### INSTRUCTIONS FOR THE TASK
Every record below should be retyped exactly, and no picture should appear in the copy.
##### DATA PROVIDED #####
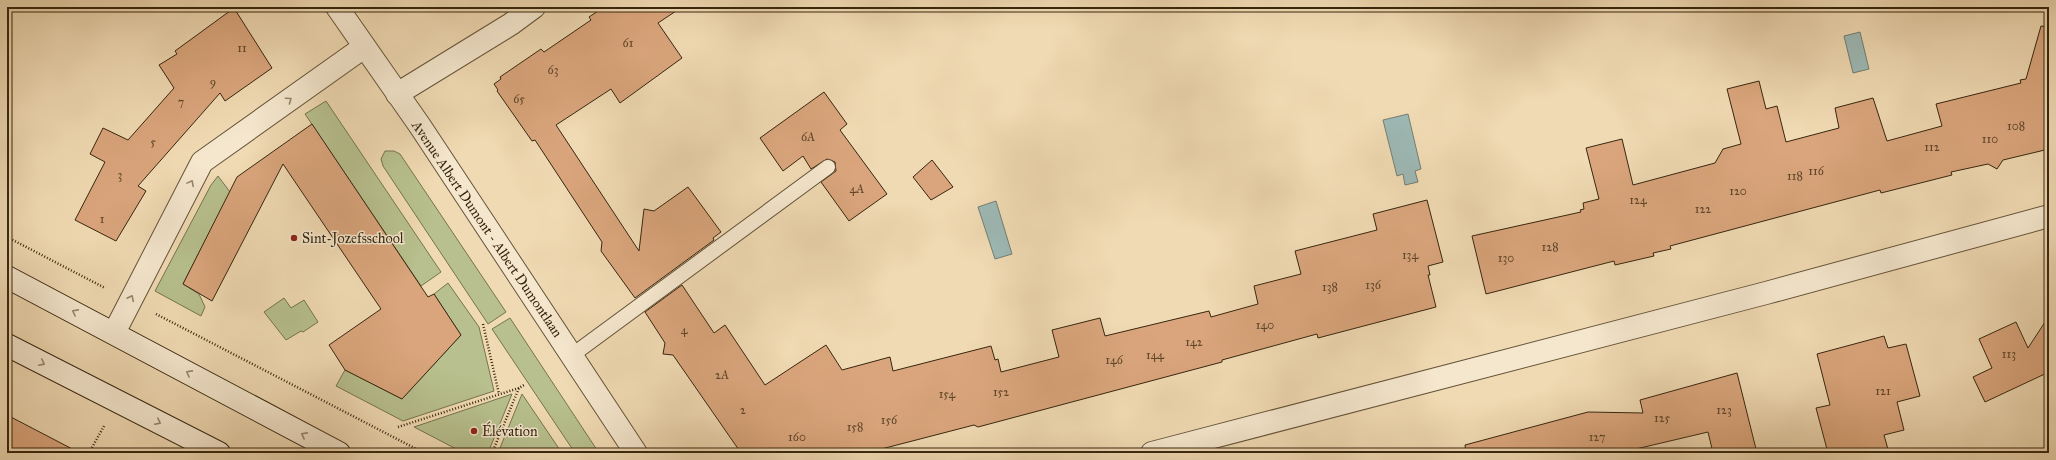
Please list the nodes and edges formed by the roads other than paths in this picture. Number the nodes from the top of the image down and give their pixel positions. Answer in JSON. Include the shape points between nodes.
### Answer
{"nodes":[{"id":1,"x":337,"y":7,"type":"edge"},
{"id":2,"x":534,"y":7,"type":"edge"},
{"id":3,"x":364,"y":47,"type":"junction"},
{"id":4,"x":397,"y":94,"type":"junction"},
{"id":5,"x":828,"y":167,"type":"dead end"},
{"id":6,"x":2049,"y":216,"type":"edge"},
{"id":7,"x":7,"y":277,"type":"edge"},
{"id":8,"x":114,"y":333,"type":"junction"},
{"id":9,"x":7,"y":345,"type":"edge"},
{"id":10,"x":571,"y":356,"type":"junction"},
{"id":11,"x":219,"y":453,"type":"edge"},
{"id":12,"x":338,"y":453,"type":"edge"},
{"id":13,"x":636,"y":453,"type":"edge"},
{"id":14,"x":1152,"y":453,"type":"edge"}],
"edges":[{"from":1,"to":3,"type":"street","name":"Avenue Albert Dumont - Albert Dumontlaan"},
{"from":2,"to":4,"type":"street","via":[[511,24]]},
{"from":3,"to":4,"type":"street","name":"Avenue Albert Dumont - Albert Dumontlaan"},
{"from":8,"to":3,"type":"street","one_way":true,"via":[[202,162]]},
{"from":4,"to":10,"type":"street","name":"Avenue Albert Dumont - Albert Dumontlaan"},
{"from":5,"to":10,"type":"lane"},
{"from":6,"to":14,"type":"street","via":[[1766,293]]},
{"from":8,"to":7,"type":"street","one_way":true},
{"from":12,"to":8,"type":"street","one_way":true},
{"from":9,"to":11,"type":"street","one_way":true},
{"from":10,"to":13,"type":"street","name":"Avenue Albert Dumont - Albert Dumontlaan"}]}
#####
### RESPONSE BOX
Please list the nodes and edges formed by the roads other than paths in this picture. Number the nodes from the top of the image down and give their pixel positions. Answer in JSON. Include the shape points between nodes.
### Answer
{"nodes":[{"id":1,"x":337,"y":7,"type":"edge"},
{"id":2,"x":534,"y":7,"type":"edge"},
{"id":3,"x":364,"y":47,"type":"junction"},
{"id":4,"x":397,"y":94,"type":"junction"},
{"id":5,"x":828,"y":167,"type":"dead end"},
{"id":6,"x":2049,"y":216,"type":"edge"},
{"id":7,"x":7,"y":277,"type":"edge"},
{"id":8,"x":114,"y":333,"type":"junction"},
{"id":9,"x":7,"y":345,"type":"edge"},
{"id":10,"x":571,"y":356,"type":"junction"},
{"id":11,"x":219,"y":453,"type":"edge"},
{"id":12,"x":338,"y":453,"type":"edge"},
{"id":13,"x":636,"y":453,"type":"edge"},
{"id":14,"x":1152,"y":453,"type":"edge"}],
"edges":[{"from":1,"to":3,"type":"street","name":"Avenue Albert Dumont - Albert Dumontlaan"},
{"from":2,"to":4,"type":"street","via":[[511,24]]},
{"from":3,"to":4,"type":"street","name":"Avenue Albert Dumont - Albert Dumontlaan"},
{"from":8,"to":3,"type":"street","one_way":true,"via":[[202,162]]},
{"from":4,"to":10,"type":"street","name":"Avenue Albert Dumont - Albert Dumontlaan"},
{"from":5,"to":10,"type":"lane"},
{"from":6,"to":14,"type":"street","via":[[1766,293]]},
{"from":8,"to":7,"type":"street","one_way":true},
{"from":12,"to":8,"type":"street","one_way":true},
{"from":9,"to":11,"type":"street","one_way":true},
{"from":10,"to":13,"type":"street","name":"Avenue Albert Dumont - Albert Dumontlaan"}]}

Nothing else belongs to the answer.